The comment came during opening statements in a trial involving a class-action suit filed against the Sheriff's Office. The lawsuit is seeking potentially millions of dollars in compensation for as many as 1,000 jail deputies.
The lawsuit is based on the contention that deputies are required to work during their 30-minute meal breaks, which means that "in essence, the meal break is a fiction," Roebig said.
But attorney Rich McCrea, who is representing the Sheriff's Office, said deputies have been paid properly. Deputies who take 30-minute lunch breaks are not working, he said. They can go to a cafeteria, a gym, read, talk on the phone and in some cases go outside to their cars or pick up a meal to go, he said. While it's true they listen to the radio, this is a "passive" activity that's not the same as being on the job, he said.
"Other than listening to his radio, he was not performing any duties," McCrea said, referring to retired Deputy Douglas J. Morgan, who filed the lawsuit.
The sheriff never signed a contract, or agreed verbally, to pay deputies during their meal breaks, McCrea said.
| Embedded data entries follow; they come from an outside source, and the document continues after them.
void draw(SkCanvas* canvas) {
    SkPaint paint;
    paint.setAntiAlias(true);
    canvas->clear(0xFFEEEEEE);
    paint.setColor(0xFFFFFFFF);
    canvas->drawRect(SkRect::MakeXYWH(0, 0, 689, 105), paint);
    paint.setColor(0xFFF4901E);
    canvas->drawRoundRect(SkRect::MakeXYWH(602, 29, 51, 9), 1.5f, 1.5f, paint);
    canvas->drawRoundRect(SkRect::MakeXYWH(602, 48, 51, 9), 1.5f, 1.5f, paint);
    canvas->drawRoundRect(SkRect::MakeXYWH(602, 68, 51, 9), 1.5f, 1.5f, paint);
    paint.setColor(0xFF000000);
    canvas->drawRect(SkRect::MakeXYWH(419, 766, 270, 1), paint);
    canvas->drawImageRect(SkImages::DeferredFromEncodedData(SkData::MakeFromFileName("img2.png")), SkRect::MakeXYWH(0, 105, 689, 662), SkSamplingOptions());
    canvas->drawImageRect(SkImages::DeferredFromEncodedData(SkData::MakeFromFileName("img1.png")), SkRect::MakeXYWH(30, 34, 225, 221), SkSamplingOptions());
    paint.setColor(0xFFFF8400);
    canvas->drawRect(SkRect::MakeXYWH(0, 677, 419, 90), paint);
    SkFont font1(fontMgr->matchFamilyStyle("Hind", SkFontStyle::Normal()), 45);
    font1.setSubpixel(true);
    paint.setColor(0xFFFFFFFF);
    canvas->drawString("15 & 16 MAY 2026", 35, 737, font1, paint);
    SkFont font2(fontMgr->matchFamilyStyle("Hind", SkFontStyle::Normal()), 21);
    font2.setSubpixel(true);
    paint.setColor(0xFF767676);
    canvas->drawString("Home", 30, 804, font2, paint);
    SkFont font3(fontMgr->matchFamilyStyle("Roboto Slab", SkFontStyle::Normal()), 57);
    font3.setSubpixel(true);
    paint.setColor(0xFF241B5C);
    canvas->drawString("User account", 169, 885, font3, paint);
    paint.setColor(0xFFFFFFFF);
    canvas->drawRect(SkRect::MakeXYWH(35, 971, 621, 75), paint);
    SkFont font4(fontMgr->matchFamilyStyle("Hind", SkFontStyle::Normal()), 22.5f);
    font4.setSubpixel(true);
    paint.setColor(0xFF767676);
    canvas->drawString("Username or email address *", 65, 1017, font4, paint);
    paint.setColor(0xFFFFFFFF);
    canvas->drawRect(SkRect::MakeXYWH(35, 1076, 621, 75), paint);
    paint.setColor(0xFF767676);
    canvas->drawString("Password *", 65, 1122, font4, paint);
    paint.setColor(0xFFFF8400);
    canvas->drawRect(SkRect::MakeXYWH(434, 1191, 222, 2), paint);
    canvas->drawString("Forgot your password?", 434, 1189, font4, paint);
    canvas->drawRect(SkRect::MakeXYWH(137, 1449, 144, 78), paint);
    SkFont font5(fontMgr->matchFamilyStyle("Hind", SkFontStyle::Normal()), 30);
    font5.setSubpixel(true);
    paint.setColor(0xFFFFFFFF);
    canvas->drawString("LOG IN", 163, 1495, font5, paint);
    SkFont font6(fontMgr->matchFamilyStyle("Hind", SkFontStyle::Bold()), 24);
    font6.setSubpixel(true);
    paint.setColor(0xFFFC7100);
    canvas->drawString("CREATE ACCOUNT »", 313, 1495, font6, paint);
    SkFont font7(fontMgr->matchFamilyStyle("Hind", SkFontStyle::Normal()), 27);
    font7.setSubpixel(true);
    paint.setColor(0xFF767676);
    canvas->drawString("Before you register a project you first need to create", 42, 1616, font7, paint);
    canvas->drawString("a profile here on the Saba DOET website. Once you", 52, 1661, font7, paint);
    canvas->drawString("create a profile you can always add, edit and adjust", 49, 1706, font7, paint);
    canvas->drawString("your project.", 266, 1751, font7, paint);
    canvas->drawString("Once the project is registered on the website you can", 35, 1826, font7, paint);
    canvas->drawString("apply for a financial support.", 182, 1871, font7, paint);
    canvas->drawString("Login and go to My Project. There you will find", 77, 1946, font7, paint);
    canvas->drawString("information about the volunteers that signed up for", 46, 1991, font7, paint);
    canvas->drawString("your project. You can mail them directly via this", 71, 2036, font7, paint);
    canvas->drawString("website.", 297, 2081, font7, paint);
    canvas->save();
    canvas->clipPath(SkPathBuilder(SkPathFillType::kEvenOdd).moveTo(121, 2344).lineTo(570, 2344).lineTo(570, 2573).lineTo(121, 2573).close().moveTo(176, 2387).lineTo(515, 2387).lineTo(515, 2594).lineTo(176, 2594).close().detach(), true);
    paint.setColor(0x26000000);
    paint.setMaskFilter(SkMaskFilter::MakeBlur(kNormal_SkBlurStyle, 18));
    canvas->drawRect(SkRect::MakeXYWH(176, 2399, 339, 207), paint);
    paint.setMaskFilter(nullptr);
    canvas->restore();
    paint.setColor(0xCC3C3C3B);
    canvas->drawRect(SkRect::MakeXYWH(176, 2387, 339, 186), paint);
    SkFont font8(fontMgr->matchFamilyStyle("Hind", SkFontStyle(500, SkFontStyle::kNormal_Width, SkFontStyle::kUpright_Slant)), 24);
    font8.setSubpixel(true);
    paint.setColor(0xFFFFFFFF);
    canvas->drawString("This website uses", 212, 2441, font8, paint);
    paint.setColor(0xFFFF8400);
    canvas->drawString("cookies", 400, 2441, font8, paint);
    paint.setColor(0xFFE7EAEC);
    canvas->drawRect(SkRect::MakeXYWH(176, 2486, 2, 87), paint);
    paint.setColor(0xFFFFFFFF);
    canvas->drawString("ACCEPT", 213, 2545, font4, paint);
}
"We will prove to you that there is nothing in writing anywhere, between the sheriff and Mr. Morgan or the deputies that said the deputies will be paid for the meal breaks," McCrea said.
There also was no agreement that all the time the deputies spend at the jail compound counted as work time, he said.
McCrea said that when deputies have their meal time interrupted for work, they can fill out a form to be paid for that time, or receive comp time.
The lawsuit was filed in 2006, when Jim Coats was sheriff. He is expected to testify in the case, as are former Sheriff Everett Rice and current Sheriff Bob Gualtieri.
For the six-member jury, the trial promises to be a window into the rarely seen workplace of the jail, which Roebig said is the nation's 28th largest. One deputy testified on Tuesday that because of the constant threats and danger inside the jail, every deputy inside the facility must constantly remain on guard.
Roebig called it "a maximum-security environment with maximum-security risks and needs," a place where murderers, rapists and antisocial personalities are among the population of what amounts to a small city. To emphasize the stress and pressures deputies face, he showed photos of one unarmed deputy supervising about 50 inmates.
The trial is expected to extend into next week, and it could come in two parts.
If this jury decides in favor of the jail deputies, a separate jury will be picked for a later trial to decide how much the workers should be compensated.